Exercise details
Word for word, restate every line of the listing that follows.

Record excerpts
>>>

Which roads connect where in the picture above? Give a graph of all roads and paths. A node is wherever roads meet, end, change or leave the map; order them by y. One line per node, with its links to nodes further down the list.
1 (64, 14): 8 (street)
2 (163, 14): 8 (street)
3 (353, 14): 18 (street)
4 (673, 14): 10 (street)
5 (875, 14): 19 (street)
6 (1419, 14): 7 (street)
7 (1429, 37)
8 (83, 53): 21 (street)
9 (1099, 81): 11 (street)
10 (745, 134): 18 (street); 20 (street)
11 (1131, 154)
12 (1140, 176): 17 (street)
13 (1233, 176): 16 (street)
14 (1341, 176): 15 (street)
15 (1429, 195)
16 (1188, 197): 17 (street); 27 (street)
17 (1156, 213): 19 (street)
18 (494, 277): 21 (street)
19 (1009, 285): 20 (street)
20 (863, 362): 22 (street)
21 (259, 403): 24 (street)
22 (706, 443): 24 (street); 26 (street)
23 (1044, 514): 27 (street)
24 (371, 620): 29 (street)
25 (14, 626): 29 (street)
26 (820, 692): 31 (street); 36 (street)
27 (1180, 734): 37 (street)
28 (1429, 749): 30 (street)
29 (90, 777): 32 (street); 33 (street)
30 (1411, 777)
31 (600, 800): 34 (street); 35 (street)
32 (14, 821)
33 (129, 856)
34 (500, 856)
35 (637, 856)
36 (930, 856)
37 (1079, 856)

<<<

Response to this exercise
Which roads connect where in the picture above? Give a graph of all roads and paths. A node is wherever roads meet, end, change or leave the map; order them by y. One line per node, with its links to nodes further down the list.
1 (64, 14): 8 (street)
2 (163, 14): 8 (street)
3 (353, 14): 18 (street)
4 (673, 14): 10 (street)
5 (875, 14): 19 (street)
6 (1419, 14): 7 (street)
7 (1429, 37)
8 (83, 53): 21 (street)
9 (1099, 81): 11 (street)
10 (745, 134): 18 (street); 20 (street)
11 (1131, 154)
12 (1140, 176): 17 (street)
13 (1233, 176): 16 (street)
14 (1341, 176): 15 (street)
15 (1429, 195)
16 (1188, 197): 17 (street); 27 (street)
17 (1156, 213): 19 (street)
18 (494, 277): 21 (street)
19 (1009, 285): 20 (street)
20 (863, 362): 22 (street)
21 (259, 403): 24 (street)
22 (706, 443): 24 (street); 26 (street)
23 (1044, 514): 27 (street)
24 (371, 620): 29 (street)
25 (14, 626): 29 (street)
26 (820, 692): 31 (street); 36 (street)
27 (1180, 734): 37 (street)
28 (1429, 749): 30 (street)
29 (90, 777): 32 (street); 33 (street)
30 (1411, 777)
31 (600, 800): 34 (street); 35 (street)
32 (14, 821)
33 (129, 856)
34 (500, 856)
35 (637, 856)
36 (930, 856)
37 (1079, 856)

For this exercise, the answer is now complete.